Assigned task:
What is needed is an exact copy of the lines from the start of the records below through the line with "pinky mcp: (162, 172)", without the pictures.

Images with localized body landmarks:
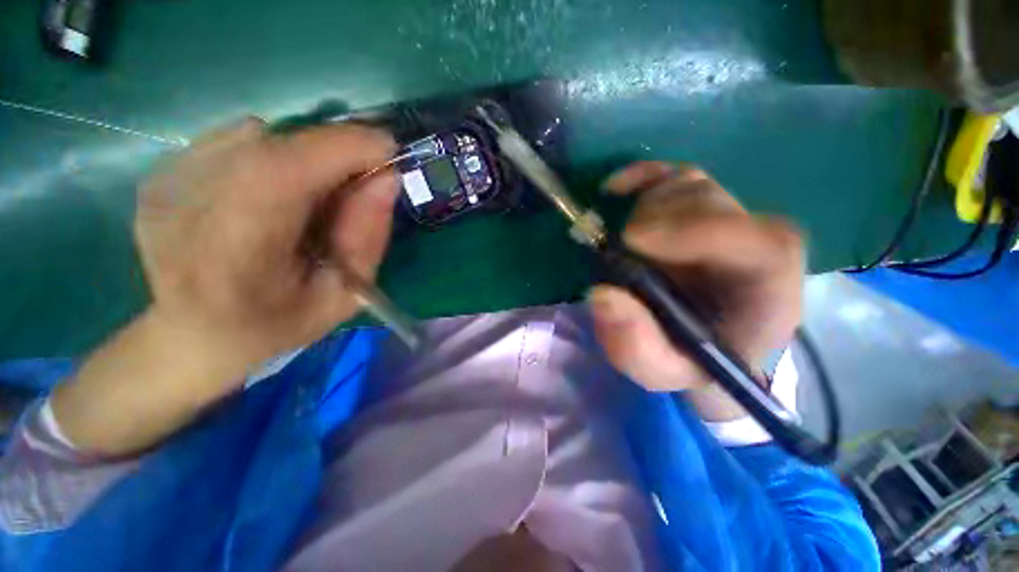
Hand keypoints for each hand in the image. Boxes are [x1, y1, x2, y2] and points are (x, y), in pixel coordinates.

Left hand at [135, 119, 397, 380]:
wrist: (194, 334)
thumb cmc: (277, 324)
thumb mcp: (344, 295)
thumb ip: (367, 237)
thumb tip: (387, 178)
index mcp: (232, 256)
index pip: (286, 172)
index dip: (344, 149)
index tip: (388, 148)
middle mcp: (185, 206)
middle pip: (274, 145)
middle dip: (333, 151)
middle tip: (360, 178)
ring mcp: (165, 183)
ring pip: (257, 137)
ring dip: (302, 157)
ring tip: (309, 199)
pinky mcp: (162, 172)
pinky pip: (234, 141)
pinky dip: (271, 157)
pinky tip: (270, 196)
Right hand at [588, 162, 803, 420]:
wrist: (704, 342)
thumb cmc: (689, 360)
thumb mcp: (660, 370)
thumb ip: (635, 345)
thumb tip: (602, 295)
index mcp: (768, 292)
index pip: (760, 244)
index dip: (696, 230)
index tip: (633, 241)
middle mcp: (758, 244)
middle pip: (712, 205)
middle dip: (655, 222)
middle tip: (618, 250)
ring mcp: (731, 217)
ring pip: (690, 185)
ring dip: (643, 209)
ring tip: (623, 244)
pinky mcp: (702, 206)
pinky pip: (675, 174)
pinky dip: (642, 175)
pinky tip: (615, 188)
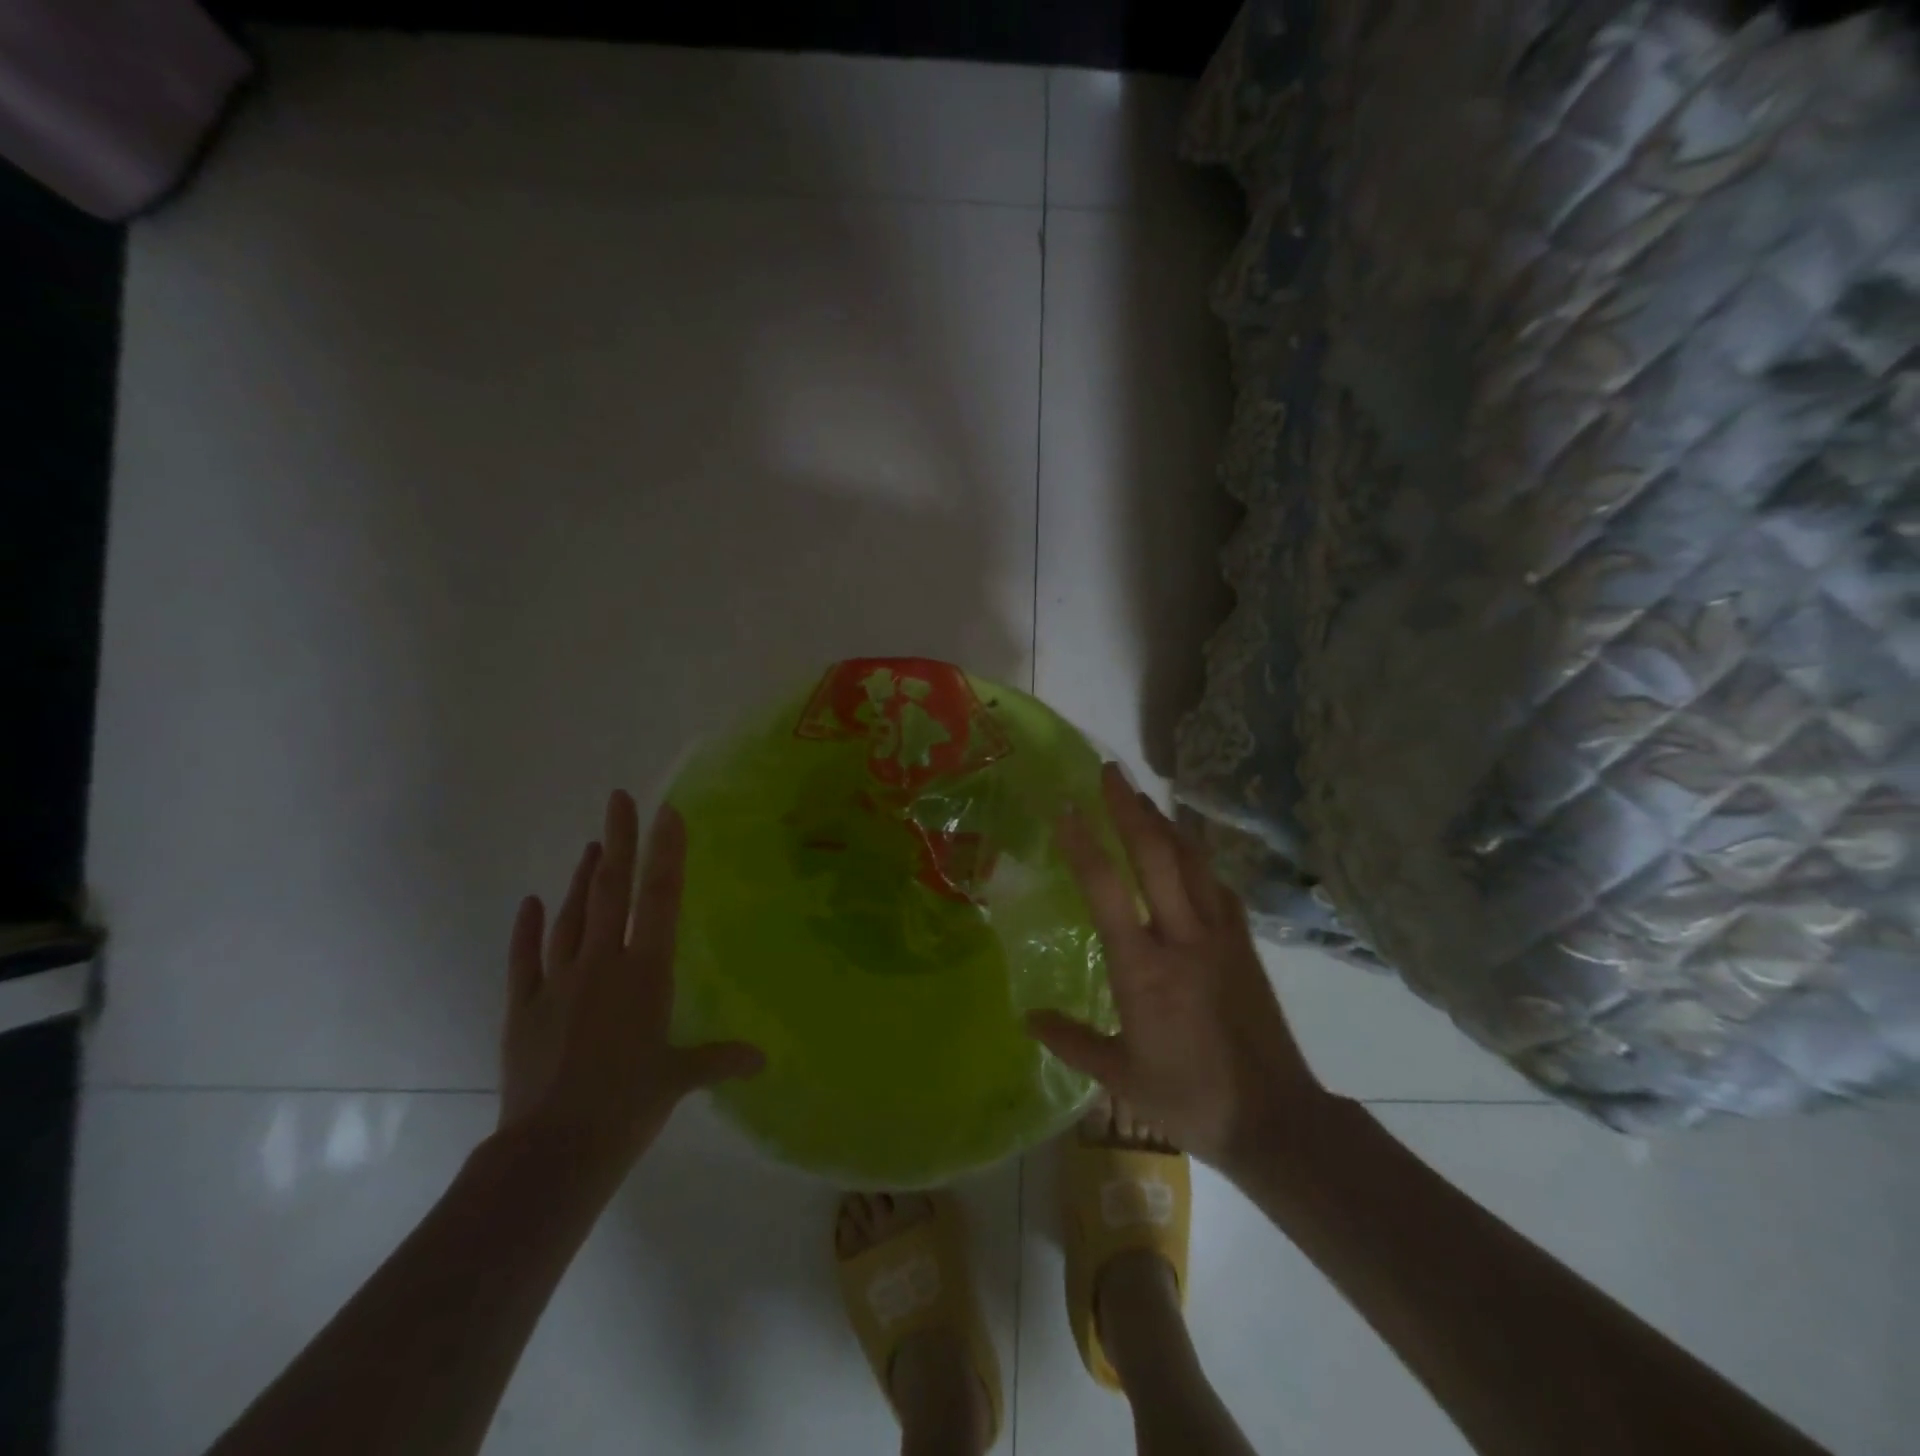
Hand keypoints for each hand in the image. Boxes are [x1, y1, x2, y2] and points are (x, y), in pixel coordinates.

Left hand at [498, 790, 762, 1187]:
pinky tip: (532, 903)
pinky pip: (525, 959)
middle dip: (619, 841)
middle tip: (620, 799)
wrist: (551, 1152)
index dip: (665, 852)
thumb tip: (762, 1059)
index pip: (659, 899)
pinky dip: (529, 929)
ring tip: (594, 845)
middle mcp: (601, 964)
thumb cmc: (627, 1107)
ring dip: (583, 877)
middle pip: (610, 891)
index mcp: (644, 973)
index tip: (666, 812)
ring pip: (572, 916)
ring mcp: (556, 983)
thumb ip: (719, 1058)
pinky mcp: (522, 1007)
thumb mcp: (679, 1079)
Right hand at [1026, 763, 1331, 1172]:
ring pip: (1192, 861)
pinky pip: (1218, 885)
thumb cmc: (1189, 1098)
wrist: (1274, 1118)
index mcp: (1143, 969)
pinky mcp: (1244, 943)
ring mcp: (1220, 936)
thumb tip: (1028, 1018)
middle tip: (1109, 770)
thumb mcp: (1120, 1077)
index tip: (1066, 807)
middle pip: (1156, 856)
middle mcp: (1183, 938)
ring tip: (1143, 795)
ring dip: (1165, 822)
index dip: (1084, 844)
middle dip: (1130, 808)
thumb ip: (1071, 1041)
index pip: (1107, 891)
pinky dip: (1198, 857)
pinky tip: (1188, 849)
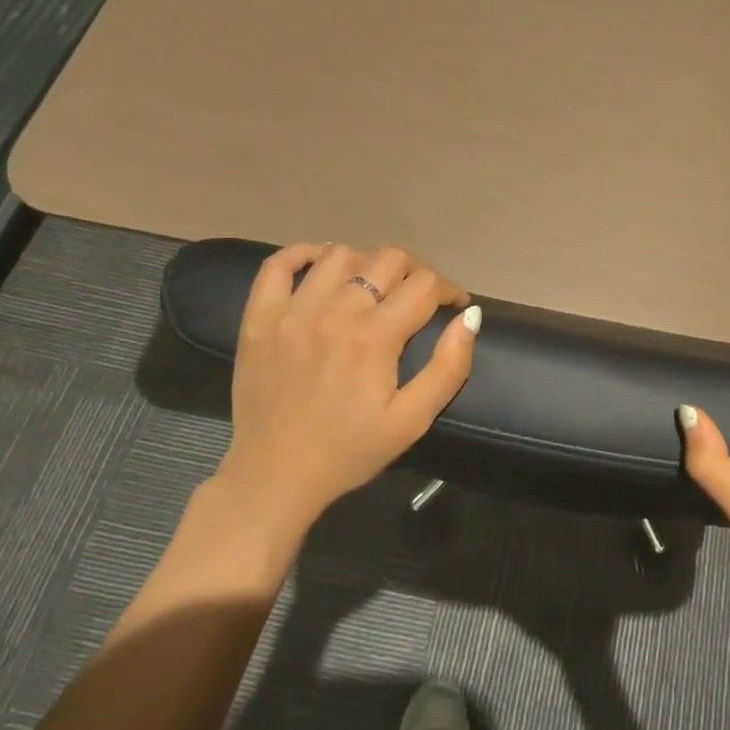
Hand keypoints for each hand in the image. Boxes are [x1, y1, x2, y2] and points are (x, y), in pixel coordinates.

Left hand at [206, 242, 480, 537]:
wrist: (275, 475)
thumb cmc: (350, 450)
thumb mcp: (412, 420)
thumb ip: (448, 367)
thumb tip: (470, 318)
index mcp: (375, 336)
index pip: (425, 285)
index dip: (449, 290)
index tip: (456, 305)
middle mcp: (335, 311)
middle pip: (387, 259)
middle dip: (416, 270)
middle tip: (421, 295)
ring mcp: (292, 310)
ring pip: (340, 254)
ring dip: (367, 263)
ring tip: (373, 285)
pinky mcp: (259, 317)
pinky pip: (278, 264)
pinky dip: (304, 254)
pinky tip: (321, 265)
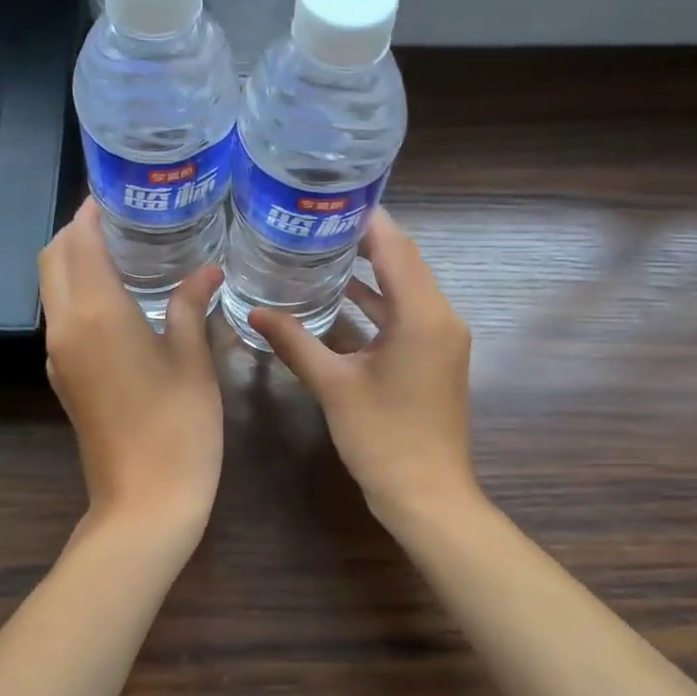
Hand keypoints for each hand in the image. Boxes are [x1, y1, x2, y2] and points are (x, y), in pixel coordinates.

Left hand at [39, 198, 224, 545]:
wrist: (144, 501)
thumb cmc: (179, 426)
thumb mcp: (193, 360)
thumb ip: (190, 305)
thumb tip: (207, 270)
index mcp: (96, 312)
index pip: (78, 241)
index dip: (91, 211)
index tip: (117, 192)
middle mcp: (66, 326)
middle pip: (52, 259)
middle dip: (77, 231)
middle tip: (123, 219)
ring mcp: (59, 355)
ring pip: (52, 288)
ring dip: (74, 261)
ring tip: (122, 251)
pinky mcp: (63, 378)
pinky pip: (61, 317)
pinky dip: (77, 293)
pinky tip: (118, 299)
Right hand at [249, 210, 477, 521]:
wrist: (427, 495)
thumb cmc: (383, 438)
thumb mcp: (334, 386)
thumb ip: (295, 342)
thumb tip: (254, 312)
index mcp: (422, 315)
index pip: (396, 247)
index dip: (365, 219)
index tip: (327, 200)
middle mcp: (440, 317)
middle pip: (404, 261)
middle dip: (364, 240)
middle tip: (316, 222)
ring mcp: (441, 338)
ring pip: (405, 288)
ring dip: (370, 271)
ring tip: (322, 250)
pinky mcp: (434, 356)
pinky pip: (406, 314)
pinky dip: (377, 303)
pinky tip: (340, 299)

Answer to this problem:
Hand keypoints for each hand in the image. Boxes are [x1, y1, x2, y2] and points are (x, y), in pixel coordinates.

Left hand at [135, 119, 397, 380]:
wrist: (194, 334)
thumb cmc: (277, 324)
thumb mcp: (344, 295)
thumb ip: (367, 237)
thumb tip: (387, 178)
index mcp: (232, 256)
index pip: (286, 172)
index dip: (344, 149)
index tip: (388, 148)
middle mcp: (185, 206)
middle pip: (274, 145)
middle dip: (333, 151)
middle tip: (360, 178)
ring mcp: (165, 183)
ring pip: (257, 137)
ring dip: (302, 157)
ring tip: (309, 199)
pinky mcp: (162, 172)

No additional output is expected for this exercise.